Assignment — Below are some records; quote exactly the lines from the one that contains "function fill(path, color)" through the one that contains "function stroke(path, color, width, dash)", inclusive, and no others.

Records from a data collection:
★ ★ ★ ★ ★ ★ ★
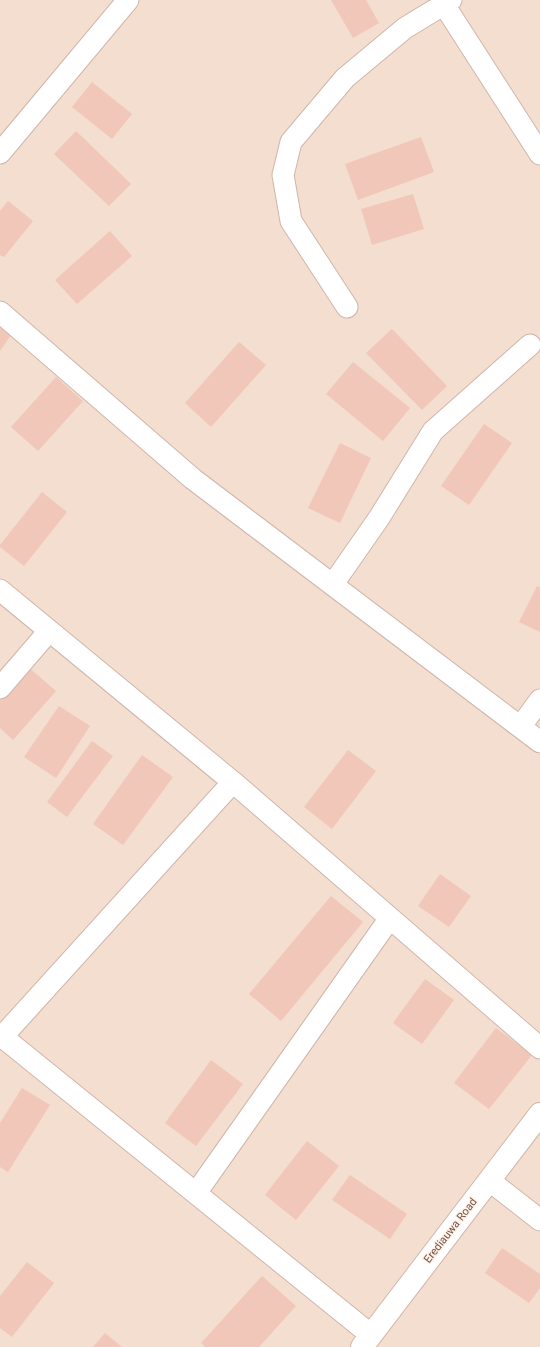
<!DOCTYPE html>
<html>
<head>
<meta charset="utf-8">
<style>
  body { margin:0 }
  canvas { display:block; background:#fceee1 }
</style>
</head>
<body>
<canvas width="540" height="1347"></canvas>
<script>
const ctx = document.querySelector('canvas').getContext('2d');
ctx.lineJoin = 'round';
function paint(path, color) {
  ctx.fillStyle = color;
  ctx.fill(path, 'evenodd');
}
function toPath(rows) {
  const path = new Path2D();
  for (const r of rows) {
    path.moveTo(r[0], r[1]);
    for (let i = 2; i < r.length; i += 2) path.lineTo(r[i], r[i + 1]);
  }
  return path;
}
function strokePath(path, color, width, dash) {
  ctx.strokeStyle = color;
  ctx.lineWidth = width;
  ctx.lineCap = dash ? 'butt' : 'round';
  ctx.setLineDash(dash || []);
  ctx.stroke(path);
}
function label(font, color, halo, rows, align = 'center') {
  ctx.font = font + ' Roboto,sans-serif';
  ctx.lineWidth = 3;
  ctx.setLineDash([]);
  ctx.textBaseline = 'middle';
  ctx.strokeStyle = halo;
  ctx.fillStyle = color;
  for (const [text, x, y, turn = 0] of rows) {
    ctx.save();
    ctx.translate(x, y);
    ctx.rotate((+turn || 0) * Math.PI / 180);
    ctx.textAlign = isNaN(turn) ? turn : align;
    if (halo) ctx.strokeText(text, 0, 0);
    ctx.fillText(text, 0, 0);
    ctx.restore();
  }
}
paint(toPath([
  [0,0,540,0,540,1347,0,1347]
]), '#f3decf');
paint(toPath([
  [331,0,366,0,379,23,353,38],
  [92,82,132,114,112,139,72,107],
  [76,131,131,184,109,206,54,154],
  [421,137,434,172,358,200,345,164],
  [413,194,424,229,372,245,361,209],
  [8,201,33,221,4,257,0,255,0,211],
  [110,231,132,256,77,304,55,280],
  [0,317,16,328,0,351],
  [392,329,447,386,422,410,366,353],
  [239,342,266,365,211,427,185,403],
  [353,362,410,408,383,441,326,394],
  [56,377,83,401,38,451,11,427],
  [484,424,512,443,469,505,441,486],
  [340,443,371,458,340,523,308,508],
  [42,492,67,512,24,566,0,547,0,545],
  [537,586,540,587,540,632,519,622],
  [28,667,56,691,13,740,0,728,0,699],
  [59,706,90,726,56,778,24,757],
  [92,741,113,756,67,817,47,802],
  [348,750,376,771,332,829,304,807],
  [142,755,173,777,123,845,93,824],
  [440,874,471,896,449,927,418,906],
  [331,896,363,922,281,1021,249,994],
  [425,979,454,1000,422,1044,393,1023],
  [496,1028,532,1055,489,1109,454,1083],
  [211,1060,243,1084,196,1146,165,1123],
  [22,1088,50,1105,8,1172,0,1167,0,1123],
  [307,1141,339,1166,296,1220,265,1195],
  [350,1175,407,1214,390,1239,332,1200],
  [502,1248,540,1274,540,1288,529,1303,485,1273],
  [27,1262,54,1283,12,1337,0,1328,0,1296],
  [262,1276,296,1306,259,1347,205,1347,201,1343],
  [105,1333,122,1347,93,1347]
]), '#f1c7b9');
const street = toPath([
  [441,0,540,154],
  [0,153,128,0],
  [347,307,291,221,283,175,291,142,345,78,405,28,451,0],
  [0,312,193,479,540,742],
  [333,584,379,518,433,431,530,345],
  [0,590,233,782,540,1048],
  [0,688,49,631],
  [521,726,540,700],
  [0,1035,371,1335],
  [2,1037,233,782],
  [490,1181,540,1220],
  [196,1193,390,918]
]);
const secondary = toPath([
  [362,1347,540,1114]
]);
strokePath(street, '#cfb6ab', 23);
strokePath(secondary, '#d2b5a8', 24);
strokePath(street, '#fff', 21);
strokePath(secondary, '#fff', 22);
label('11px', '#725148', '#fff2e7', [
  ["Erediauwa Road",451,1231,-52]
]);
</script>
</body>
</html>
★ ★ ★ ★ ★ ★ ★
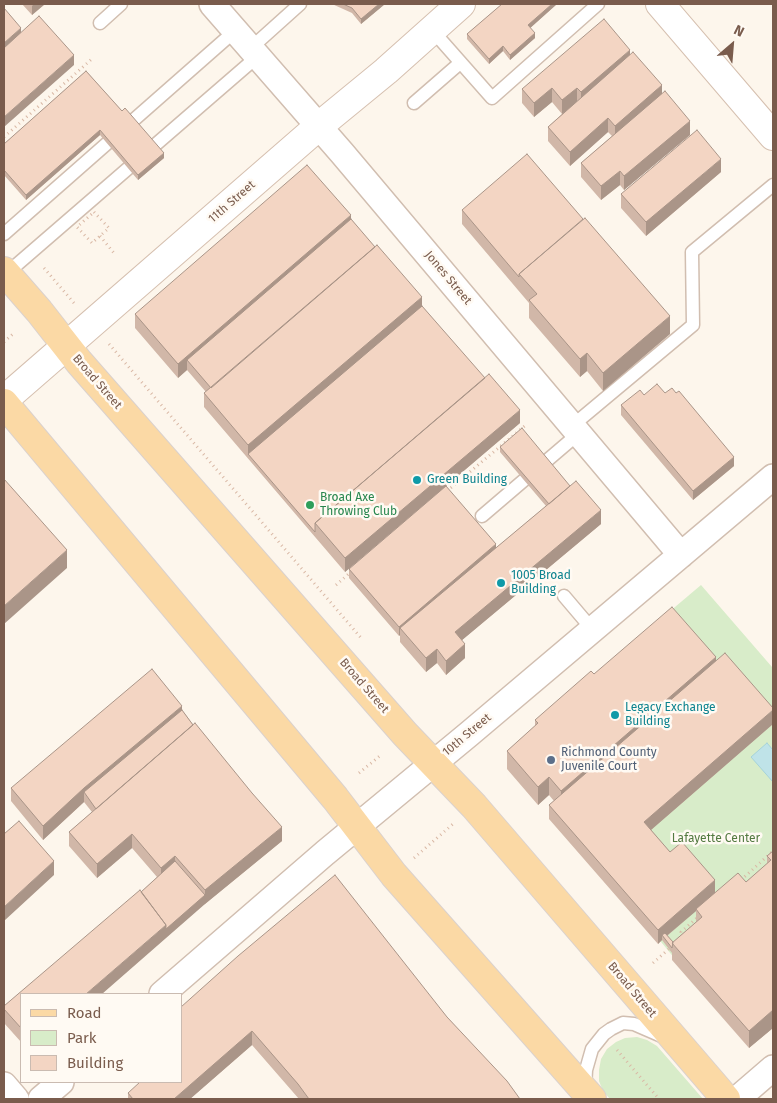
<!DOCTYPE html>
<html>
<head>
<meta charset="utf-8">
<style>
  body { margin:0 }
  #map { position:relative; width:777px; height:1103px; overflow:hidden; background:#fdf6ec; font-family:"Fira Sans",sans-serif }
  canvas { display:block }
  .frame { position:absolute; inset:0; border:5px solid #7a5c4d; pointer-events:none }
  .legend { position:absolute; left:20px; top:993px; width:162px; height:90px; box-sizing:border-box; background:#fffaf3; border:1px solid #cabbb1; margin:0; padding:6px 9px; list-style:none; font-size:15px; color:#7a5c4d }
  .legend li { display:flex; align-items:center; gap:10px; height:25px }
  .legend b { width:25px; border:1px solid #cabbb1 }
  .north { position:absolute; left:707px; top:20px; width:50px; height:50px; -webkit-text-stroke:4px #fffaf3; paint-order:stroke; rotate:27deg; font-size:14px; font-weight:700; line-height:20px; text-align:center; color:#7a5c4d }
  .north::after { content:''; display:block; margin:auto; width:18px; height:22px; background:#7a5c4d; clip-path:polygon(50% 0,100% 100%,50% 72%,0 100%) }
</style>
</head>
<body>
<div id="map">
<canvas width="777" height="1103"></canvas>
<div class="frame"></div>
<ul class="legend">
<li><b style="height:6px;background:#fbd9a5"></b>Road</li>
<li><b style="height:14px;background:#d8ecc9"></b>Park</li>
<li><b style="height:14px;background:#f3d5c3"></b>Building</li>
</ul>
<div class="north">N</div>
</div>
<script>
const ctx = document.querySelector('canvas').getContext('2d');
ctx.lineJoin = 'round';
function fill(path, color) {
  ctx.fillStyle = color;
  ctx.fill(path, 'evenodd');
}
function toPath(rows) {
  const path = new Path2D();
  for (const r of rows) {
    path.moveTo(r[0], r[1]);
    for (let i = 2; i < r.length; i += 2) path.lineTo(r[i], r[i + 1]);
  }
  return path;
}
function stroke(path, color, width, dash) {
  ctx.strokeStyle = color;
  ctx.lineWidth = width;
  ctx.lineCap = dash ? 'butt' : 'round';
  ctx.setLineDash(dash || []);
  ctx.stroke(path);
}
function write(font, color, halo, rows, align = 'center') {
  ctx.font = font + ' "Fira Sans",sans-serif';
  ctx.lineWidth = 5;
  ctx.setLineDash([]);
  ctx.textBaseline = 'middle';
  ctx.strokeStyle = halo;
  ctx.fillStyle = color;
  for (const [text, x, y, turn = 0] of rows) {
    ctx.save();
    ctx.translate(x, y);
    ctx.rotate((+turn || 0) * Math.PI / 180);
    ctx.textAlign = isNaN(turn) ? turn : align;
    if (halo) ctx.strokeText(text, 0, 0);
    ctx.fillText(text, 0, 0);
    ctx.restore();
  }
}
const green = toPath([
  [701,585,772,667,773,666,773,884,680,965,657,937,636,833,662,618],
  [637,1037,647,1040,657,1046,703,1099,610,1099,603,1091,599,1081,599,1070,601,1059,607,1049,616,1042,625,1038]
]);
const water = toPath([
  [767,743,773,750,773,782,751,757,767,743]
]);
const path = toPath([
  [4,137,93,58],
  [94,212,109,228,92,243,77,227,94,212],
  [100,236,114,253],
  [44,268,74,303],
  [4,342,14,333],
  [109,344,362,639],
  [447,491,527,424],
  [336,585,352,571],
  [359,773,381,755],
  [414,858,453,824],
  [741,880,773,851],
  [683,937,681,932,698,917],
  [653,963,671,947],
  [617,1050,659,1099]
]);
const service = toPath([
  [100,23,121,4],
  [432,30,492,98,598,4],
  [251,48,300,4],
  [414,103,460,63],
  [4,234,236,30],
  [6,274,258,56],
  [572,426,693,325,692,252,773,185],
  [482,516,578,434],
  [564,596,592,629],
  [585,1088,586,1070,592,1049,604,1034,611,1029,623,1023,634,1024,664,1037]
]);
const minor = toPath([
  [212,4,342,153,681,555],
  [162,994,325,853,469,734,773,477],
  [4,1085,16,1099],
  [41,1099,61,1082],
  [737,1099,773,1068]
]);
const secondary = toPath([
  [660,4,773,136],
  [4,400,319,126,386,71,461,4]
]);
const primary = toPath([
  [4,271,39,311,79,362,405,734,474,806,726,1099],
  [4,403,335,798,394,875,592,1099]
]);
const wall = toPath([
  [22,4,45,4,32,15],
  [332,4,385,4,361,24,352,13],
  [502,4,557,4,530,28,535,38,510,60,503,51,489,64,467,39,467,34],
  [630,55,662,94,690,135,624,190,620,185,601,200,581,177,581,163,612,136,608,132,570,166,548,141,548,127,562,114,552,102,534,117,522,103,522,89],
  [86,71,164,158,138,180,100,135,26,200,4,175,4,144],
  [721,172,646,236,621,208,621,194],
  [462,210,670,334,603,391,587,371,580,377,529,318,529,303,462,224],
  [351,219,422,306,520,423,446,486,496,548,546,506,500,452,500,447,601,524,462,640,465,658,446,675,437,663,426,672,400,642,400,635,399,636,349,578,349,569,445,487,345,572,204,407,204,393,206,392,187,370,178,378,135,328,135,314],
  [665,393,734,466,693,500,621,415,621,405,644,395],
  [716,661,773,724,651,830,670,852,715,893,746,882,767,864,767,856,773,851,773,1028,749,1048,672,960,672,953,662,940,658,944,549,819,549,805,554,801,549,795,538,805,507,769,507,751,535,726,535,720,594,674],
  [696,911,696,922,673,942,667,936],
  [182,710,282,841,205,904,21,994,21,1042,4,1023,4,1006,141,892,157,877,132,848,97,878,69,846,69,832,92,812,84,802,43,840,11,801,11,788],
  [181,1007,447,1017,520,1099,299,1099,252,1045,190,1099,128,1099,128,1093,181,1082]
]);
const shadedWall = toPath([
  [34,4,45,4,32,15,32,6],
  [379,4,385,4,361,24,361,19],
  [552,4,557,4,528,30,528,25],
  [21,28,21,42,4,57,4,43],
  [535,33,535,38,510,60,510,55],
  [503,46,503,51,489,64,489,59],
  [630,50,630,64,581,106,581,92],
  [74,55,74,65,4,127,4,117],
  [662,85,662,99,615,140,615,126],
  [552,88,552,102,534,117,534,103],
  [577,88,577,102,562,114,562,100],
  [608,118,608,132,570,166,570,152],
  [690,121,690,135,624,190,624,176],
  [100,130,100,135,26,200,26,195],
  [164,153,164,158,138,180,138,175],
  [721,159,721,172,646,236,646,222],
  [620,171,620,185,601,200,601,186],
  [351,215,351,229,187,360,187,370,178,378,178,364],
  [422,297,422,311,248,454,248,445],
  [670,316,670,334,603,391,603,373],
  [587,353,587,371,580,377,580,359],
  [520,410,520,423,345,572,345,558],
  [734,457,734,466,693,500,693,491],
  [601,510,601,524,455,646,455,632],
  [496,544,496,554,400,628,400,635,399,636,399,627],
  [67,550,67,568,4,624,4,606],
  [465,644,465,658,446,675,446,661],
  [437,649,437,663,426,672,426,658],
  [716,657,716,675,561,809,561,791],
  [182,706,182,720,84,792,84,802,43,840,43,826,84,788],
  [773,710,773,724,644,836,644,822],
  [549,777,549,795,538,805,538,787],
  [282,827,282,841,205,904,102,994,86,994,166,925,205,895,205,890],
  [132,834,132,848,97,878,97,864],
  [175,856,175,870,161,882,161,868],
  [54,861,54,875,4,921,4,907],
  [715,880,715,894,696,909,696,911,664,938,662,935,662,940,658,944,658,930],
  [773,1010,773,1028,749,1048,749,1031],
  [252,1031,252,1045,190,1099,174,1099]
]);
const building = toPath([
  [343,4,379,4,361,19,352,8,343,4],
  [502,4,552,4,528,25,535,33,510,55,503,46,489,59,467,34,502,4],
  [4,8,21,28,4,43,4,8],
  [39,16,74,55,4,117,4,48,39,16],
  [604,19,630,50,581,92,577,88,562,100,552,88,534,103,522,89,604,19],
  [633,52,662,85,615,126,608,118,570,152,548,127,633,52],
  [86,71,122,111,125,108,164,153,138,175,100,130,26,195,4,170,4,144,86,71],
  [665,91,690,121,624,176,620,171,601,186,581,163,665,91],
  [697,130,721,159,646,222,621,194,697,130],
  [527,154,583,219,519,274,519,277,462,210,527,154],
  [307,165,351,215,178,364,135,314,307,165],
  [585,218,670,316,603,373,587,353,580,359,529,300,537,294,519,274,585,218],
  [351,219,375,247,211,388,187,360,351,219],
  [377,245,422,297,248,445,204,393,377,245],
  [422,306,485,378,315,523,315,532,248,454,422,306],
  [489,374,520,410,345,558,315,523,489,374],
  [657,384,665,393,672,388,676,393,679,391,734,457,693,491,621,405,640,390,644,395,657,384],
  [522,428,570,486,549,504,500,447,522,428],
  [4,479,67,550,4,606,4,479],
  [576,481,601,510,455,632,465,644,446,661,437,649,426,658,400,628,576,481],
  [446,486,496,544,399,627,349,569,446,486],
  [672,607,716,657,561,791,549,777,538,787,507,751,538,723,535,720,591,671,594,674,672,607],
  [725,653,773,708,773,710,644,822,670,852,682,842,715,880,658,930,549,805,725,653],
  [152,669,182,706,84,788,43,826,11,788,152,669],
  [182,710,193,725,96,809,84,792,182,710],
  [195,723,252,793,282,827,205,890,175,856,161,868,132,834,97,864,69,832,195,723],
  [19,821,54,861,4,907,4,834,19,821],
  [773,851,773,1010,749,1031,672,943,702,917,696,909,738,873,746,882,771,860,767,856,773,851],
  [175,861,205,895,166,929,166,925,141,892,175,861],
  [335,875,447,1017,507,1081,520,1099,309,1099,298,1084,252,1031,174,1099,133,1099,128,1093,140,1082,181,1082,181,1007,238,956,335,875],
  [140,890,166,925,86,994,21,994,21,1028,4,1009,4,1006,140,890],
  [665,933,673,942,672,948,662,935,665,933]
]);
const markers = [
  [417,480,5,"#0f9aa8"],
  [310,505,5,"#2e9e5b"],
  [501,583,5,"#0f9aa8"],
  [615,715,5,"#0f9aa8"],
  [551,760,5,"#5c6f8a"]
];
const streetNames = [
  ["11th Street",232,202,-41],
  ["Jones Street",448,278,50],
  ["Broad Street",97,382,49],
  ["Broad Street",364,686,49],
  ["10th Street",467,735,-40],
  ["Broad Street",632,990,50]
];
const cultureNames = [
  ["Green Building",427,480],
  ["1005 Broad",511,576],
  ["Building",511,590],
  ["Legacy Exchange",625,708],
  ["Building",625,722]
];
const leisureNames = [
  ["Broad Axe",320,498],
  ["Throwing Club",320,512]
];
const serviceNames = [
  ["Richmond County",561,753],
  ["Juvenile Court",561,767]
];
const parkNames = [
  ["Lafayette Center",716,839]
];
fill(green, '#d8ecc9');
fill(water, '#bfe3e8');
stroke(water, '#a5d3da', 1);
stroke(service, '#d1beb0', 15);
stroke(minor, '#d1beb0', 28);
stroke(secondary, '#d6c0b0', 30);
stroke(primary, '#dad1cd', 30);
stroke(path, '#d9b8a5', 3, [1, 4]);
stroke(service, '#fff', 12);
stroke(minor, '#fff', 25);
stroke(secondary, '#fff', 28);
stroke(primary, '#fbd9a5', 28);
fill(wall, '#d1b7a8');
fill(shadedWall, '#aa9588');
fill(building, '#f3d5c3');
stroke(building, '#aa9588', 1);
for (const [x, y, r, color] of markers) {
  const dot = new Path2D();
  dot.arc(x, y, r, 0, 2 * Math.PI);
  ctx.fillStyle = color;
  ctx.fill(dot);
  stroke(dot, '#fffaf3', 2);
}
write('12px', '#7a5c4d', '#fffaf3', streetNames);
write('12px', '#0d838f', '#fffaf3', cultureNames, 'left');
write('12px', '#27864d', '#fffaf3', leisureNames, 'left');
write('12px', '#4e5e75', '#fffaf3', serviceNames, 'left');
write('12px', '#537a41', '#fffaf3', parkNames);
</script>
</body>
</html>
★ ★ ★ ★ ★ ★ ★
Written answer —
function fill(path, color) {
  ctx.fillStyle = color;
  ctx.fill(path, 'evenodd');
}
function toPath(rows) {
  const path = new Path2D();
  for (const r of rows) {
    path.moveTo(r[0], r[1]);
    for (let i = 2; i < r.length; i += 2) path.lineTo(r[i], r[i + 1]);
  }
  return path;
}
function stroke(path, color, width, dash) {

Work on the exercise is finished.